Activity – Look through the lines below for the word "rows", and copy every line that has it.

[Input data]

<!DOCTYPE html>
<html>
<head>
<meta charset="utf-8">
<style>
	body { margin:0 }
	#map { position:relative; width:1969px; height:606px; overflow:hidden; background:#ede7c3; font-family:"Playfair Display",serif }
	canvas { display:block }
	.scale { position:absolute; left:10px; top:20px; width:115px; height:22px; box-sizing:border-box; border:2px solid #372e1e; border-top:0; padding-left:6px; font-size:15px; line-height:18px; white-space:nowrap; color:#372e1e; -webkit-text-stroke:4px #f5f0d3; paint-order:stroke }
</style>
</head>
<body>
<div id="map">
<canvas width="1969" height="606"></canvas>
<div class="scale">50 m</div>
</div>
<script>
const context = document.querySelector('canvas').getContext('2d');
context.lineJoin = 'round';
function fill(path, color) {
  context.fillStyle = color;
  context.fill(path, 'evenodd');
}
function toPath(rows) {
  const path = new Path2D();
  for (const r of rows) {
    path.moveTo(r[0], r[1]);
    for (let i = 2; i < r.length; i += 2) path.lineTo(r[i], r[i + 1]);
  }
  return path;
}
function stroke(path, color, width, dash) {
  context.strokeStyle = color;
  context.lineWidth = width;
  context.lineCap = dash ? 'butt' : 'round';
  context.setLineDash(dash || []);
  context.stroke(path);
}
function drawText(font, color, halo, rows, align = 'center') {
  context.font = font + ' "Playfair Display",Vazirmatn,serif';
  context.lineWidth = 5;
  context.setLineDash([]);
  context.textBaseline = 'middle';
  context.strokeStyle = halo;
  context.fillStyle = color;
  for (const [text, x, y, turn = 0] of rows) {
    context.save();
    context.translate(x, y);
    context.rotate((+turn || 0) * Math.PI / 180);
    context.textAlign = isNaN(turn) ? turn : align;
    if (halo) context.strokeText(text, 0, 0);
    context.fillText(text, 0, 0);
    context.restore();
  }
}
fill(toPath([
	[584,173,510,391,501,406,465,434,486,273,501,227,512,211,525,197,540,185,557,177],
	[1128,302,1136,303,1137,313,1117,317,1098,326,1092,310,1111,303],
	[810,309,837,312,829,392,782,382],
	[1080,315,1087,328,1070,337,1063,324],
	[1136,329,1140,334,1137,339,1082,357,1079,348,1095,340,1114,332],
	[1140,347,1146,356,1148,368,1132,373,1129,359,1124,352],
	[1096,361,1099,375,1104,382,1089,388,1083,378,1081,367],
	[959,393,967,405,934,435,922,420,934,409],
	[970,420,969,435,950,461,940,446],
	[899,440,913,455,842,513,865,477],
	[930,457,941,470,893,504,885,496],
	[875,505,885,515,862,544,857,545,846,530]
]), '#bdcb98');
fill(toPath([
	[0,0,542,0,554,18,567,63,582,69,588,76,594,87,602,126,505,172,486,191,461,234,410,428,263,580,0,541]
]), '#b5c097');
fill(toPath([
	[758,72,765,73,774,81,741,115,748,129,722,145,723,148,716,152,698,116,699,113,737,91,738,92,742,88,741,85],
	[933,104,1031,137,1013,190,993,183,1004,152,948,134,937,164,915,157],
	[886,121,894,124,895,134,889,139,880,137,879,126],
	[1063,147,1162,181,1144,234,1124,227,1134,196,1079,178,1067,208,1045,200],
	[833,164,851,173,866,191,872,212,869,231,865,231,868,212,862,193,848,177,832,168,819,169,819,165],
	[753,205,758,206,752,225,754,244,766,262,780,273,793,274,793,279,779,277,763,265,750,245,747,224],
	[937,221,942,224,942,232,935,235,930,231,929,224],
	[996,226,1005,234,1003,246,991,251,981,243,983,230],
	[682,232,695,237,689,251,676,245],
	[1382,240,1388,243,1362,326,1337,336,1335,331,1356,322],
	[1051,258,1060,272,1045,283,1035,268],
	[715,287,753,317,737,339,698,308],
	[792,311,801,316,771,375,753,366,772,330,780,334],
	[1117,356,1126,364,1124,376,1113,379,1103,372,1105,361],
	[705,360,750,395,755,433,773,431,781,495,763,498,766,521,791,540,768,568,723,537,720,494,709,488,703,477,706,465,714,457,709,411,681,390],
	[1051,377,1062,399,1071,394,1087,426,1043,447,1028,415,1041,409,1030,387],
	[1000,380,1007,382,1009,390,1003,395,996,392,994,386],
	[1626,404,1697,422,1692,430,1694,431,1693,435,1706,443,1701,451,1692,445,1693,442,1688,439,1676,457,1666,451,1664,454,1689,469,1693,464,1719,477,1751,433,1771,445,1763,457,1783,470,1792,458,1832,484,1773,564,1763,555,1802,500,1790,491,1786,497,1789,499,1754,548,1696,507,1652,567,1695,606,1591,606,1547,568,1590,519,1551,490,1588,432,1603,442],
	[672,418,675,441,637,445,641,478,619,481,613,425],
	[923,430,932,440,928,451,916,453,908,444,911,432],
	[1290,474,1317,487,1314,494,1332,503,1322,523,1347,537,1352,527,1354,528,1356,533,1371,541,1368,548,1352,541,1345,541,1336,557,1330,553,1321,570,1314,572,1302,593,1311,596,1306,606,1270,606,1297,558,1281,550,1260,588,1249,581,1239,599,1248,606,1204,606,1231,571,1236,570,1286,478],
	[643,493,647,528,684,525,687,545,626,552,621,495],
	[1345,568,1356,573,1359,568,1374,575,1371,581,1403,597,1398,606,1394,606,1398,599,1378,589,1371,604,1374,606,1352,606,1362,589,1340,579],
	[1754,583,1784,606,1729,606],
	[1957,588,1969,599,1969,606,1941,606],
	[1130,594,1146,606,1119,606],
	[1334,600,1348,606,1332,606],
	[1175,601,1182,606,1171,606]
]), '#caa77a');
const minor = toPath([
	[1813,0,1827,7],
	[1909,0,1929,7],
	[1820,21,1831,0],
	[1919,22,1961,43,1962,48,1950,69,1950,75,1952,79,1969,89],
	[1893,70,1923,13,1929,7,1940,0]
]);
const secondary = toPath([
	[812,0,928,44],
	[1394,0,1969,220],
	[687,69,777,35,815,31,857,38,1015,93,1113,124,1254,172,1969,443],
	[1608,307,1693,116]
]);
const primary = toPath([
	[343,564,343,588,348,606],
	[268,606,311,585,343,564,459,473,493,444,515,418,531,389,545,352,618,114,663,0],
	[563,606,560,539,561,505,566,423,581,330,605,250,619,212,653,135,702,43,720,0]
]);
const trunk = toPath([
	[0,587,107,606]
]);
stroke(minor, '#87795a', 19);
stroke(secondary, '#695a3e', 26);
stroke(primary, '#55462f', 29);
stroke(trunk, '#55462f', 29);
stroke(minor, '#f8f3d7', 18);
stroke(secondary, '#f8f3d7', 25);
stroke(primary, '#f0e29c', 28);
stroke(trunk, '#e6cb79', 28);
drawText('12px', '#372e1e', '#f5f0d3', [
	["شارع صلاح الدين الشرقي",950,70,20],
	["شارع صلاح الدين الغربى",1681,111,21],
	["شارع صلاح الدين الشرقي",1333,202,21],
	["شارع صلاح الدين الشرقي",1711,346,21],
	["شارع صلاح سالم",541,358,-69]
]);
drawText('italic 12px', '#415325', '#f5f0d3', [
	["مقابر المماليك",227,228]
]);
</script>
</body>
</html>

[/Input data]

Output for this exercise –
function toPath(rows) {
  for (const r of rows) {
function drawText(font, color, halo, rows, align = 'center') {
  for (const [text, x, y, turn = 0] of rows) {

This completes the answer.